Since December, Bessel has warned that Arizona hospitals would operate well beyond their capacity through the month of January.
Data from ADHS shows that emergency rooms bore the brunt of the wave of Omicron cases, and that in mid-January, nearly three-quarters of beds were filled, the highest rate since the pandemic began. On Jan. 11, nearly 2,600 COVID-19 positive or suspected COVID-19 patients sought care in the state's emergency departments, the highest rate ever during the pandemic.
In-patient beds and ICU beds were less constrained, but nonetheless, as the Omicron wave peaked, just five percent of in-patient beds and ICU beds were available.
In ICUs, COVID-19 patients took up nearly 40 percent of the available beds by January.
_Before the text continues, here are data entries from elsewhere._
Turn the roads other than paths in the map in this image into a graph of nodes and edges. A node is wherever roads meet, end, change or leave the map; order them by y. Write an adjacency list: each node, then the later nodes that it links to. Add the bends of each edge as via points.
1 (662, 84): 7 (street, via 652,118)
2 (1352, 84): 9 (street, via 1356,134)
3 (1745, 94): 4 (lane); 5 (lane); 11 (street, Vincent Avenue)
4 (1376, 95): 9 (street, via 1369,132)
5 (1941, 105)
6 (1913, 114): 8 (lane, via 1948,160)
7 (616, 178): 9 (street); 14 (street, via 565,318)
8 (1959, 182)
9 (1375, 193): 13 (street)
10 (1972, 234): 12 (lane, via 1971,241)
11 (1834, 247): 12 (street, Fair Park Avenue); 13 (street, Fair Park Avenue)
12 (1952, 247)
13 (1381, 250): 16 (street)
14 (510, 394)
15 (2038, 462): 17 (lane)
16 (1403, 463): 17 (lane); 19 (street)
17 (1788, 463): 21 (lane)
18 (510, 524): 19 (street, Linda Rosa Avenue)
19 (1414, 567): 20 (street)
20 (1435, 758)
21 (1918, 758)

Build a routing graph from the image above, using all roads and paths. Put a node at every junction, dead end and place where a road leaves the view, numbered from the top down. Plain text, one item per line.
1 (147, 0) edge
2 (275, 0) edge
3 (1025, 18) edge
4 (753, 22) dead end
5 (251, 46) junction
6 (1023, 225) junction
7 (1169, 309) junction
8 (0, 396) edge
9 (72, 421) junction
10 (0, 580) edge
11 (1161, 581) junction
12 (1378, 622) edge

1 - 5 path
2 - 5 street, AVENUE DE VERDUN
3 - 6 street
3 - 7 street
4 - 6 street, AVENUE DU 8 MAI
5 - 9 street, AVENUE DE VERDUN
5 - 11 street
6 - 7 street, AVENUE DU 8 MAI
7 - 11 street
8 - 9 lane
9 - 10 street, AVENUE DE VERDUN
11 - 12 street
However, this was far lower than the rates during the 2021 wave when COVID-19 patients took up more than two-thirds of ICU beds.
The rise in cases prompted over 1,300 health care workers, including doctors, nurses, allied healthcare workers, public health professionals to declare the state's health care system in "crisis," and called on elected officials, including Ducey, to implement mitigation efforts.
"Our current situation is unsustainable," they wrote in an open letter published on Jan. 25. "Hospitals already are rationing critical care services," they wrote, adding that hospitals were straining to provide extracorporeal membrane oxygenation or ECMO—a procedure that helps COVID-19 patients by shunting blood around their lungs and heart, directly oxygenating the blood before sending it back—and continuous renal replacement therapy.
"The surge in hospitalizations is expected to peak in early-to-mid February, but without implementation of proactive mitigation measures in the state, this peak could necessitate more drastic use of crisis standards of care and triaging of patients for scarce hospital beds," they wrote. "Furthermore, several health systems have implemented" crisis staffing "permitting healthcare staff infected with COVID-19 to continue working in the hospital."
This, along with "relaxed visitor policies at some health systems" increases the risk of COVID infections and "may further prolong this surge," they wrote. "If Arizona continues its current course of non-mitigation, we face collapse of our healthcare system, including further rationing of hospital resources, accelerated loss of life and long-term disability for all patients, and enduring severe healthcare workforce shortages."